Время было за полночь, когда отмолотились. В зимовье бабы повалились на нары, но долго не спали, вспоминали Федоса, других погибших мужиков и парней; это был очень грустный разговор и, видимо, очень необходимый: люди становились ближе друг другу, горе, тревоги словно бы породнили всех этих женщин, сделали сестрами. У Верки тоже было чувство родства с ними, но его, это доброе, омывающее душу чувство, разъедал страх: узнают бабы, что она укрывала Павла, отвернутся, и не будет ей места меж ними.

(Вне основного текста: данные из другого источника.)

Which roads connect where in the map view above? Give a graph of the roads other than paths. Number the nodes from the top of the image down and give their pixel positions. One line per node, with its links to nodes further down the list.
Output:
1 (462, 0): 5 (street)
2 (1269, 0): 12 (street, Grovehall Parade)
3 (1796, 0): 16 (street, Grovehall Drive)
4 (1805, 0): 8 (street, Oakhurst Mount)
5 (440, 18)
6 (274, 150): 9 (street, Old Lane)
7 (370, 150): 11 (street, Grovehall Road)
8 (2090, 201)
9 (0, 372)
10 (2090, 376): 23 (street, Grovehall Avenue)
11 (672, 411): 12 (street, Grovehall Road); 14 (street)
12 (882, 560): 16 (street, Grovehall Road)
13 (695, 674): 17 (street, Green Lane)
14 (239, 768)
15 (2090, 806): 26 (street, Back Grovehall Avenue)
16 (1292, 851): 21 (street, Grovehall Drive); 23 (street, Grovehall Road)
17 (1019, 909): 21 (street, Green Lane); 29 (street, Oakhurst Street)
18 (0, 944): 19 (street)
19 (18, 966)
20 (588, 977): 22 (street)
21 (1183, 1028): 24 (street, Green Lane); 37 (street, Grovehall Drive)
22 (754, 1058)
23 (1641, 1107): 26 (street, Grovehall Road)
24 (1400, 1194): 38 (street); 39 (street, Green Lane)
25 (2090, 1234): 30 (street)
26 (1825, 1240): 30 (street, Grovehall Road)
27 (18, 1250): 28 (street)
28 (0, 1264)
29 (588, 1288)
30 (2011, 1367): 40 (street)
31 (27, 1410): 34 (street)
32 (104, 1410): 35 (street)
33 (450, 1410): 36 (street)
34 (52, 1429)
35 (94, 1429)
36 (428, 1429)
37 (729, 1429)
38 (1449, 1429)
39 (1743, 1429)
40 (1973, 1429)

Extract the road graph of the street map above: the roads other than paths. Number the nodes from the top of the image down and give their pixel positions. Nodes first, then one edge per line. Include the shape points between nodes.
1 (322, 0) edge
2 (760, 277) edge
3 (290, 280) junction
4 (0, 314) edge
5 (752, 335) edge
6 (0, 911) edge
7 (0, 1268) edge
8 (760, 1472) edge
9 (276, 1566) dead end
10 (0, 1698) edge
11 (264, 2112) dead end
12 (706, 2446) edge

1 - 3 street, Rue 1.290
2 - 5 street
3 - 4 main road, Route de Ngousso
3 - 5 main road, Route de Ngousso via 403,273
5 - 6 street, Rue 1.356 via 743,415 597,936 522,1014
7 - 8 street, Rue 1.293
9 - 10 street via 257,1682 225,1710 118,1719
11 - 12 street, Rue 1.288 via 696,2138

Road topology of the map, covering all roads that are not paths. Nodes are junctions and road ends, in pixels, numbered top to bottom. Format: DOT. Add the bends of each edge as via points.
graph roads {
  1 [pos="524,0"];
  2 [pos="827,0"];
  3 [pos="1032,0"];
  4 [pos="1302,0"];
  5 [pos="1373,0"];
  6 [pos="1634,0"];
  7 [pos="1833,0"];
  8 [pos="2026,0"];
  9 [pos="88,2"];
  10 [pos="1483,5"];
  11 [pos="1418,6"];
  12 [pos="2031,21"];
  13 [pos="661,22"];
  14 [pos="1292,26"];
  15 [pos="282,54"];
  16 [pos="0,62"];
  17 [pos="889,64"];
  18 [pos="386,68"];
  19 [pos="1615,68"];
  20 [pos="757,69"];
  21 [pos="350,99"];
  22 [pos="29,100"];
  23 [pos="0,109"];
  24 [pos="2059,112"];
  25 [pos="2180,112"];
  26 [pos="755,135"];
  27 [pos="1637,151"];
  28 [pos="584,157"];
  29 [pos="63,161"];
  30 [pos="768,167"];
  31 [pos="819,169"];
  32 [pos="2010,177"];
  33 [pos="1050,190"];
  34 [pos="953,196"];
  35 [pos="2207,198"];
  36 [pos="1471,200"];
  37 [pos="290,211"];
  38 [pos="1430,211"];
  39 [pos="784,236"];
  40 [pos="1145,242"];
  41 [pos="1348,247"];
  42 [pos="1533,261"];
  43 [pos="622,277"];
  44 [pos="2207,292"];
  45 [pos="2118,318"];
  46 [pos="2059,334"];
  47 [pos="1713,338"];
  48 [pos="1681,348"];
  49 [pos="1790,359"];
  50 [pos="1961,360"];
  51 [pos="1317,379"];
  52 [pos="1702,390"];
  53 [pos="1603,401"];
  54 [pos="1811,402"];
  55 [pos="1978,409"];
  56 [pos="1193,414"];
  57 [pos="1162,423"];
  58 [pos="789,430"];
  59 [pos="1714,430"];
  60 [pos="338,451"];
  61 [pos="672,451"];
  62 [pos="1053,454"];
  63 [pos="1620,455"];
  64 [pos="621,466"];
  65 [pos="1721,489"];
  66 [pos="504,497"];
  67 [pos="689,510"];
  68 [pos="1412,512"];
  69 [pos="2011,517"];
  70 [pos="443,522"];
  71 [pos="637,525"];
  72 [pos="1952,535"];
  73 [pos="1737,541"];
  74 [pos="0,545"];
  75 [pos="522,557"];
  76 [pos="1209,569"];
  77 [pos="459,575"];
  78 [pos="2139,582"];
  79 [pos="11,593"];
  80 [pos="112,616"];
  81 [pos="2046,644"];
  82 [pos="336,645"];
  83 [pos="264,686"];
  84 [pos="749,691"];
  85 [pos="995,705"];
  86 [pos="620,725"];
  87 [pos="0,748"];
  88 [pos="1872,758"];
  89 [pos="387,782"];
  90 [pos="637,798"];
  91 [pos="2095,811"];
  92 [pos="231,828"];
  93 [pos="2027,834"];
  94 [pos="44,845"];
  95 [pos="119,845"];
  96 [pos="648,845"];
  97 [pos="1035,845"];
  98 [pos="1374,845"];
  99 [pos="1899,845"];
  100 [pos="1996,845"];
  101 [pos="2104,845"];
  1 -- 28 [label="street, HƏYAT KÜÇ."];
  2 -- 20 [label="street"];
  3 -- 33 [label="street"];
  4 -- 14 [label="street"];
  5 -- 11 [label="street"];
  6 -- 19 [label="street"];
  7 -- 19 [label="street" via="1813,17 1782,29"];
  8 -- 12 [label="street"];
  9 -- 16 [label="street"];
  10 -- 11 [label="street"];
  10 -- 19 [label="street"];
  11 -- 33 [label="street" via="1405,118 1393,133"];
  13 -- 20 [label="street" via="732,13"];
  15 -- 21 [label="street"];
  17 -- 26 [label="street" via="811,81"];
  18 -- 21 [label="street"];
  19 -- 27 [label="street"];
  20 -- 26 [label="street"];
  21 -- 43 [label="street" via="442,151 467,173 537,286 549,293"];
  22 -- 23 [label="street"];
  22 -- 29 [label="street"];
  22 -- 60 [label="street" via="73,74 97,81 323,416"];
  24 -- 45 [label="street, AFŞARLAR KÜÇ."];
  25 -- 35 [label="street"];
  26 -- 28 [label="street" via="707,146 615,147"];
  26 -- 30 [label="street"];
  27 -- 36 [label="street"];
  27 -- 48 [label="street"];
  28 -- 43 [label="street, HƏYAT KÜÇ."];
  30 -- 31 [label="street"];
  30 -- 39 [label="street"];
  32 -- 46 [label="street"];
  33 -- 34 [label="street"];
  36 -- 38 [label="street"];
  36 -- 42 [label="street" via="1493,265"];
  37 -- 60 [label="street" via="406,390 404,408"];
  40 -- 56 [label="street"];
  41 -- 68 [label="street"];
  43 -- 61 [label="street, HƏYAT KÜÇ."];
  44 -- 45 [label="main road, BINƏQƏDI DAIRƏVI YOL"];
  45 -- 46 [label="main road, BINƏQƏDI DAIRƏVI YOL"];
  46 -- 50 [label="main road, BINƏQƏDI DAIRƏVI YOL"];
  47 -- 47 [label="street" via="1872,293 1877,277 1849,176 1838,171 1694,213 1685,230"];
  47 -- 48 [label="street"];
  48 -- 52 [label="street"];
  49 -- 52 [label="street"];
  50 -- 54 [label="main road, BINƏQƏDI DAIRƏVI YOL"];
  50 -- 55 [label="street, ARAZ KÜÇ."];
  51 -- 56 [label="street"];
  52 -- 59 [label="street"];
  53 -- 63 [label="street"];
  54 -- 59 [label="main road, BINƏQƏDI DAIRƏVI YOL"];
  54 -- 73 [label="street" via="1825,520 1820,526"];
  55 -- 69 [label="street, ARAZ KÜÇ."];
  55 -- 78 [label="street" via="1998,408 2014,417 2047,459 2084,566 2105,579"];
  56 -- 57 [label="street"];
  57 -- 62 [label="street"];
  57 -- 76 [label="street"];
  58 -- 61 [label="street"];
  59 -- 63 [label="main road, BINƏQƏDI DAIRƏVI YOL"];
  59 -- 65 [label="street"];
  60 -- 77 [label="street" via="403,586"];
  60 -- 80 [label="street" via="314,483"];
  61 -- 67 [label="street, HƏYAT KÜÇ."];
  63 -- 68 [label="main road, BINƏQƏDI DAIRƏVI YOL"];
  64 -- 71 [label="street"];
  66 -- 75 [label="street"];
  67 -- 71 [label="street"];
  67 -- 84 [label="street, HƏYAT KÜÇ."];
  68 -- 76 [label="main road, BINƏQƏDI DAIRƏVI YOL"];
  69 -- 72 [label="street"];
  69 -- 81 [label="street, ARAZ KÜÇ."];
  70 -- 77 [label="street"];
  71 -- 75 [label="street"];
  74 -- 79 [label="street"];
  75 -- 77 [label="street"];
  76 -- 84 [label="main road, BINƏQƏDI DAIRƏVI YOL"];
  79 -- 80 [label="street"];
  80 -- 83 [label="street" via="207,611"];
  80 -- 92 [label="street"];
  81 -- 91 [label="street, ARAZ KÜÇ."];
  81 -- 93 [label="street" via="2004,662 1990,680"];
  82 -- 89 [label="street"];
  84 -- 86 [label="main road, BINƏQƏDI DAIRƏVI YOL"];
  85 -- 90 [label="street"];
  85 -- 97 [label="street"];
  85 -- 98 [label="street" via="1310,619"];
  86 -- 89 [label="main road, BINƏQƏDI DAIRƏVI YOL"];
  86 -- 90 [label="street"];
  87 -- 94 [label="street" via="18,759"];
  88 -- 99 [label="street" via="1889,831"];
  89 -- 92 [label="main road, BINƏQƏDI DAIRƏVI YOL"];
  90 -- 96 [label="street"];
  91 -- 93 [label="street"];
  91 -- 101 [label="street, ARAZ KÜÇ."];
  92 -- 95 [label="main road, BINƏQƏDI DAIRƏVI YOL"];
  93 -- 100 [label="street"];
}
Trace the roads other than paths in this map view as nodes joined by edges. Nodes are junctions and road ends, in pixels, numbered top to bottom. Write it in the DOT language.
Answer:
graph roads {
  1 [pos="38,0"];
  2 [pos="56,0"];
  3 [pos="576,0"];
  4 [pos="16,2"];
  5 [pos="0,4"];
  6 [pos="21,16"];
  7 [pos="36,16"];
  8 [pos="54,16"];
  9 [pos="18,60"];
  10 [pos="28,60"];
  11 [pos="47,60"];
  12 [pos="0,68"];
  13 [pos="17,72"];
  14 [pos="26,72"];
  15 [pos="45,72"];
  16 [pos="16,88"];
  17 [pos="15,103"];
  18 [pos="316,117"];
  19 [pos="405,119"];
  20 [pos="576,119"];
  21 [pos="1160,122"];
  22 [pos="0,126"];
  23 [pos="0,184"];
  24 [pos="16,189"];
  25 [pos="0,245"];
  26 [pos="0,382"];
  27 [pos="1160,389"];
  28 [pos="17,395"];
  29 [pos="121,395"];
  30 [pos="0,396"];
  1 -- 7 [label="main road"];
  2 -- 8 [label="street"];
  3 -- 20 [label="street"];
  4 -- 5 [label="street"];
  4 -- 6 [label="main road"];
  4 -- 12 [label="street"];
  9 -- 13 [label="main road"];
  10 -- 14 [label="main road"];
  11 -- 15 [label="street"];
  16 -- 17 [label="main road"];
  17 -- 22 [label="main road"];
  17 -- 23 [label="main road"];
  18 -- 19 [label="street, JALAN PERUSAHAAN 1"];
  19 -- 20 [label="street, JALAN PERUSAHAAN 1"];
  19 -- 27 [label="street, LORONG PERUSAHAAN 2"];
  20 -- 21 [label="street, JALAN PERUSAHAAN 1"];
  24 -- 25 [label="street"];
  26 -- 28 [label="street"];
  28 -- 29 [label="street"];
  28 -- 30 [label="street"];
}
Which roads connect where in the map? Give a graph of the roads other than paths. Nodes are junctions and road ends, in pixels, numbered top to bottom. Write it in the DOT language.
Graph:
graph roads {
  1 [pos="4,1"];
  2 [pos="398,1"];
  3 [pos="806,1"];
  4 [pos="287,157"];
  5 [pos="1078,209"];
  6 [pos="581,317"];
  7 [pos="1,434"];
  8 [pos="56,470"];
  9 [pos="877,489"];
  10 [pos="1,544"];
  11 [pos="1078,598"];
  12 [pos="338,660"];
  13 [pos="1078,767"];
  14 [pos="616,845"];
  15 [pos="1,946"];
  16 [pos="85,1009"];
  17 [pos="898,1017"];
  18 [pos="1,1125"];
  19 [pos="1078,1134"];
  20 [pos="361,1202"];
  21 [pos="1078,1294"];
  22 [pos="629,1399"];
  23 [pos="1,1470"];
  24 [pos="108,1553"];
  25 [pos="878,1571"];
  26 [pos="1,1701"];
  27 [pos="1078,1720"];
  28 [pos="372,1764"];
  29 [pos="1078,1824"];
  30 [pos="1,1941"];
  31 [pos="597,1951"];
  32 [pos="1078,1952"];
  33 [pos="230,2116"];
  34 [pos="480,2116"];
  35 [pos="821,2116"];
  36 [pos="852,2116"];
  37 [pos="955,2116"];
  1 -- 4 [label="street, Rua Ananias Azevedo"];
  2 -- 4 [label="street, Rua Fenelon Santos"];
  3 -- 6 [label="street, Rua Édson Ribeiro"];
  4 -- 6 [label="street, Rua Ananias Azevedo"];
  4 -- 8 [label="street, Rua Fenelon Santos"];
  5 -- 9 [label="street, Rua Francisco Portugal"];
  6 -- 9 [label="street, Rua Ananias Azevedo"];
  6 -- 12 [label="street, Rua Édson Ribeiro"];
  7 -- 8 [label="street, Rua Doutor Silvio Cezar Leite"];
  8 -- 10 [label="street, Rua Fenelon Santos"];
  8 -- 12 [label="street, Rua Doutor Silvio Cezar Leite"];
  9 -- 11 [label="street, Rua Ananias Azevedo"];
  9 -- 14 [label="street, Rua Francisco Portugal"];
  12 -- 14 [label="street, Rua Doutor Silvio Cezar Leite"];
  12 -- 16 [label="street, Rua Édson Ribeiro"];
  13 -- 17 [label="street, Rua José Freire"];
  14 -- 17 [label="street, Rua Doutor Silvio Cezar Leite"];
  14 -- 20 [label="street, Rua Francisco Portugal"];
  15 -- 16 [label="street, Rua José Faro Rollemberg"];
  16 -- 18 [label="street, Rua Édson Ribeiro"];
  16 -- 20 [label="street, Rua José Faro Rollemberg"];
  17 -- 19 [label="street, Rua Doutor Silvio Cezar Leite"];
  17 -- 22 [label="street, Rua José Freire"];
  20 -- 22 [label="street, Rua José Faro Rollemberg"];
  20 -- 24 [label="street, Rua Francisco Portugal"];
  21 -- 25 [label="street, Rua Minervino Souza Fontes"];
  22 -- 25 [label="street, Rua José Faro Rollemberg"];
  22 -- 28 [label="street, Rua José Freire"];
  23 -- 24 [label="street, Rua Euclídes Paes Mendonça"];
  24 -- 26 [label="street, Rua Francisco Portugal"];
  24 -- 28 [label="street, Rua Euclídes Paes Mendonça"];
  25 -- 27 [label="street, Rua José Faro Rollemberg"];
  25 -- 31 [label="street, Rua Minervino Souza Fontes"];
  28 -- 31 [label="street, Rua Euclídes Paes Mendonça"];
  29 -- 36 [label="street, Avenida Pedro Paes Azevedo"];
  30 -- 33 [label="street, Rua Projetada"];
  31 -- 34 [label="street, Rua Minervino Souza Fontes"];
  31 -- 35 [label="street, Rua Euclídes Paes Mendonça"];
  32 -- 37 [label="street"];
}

Рано утром на полевой стан опять приехал Игнат. Верке он сказал, что ее от работы на току освобождает.
— Будешь возить на размол хлеб. Ночевать всегда дома можно…
Заботливость Игната ее сейчас тоже не порадовала. Быть возле дома, как собака возле амбара, принуждена была не из-за хозяйства, из-за Павла, за хозяйством могут кое-когда присмотреть и соседи, а с ними она, опять-таки из-за Павла, дружбы никакой не водит, кто бы за чем ни пришел, старается поскорее выпроводить.
В деревню она приехала перед обедом. Окна в выстуженном доме были запылены, грязны. Темнота, неуют, тоска. Лук под кроватью не тронут, стало быть, Павел наверх не выходил. Защелкнув дверь, она подняла крышку в подполье. Он вылез закоченевший, зеленый, будто после лихой хвори, злобный, как хорек.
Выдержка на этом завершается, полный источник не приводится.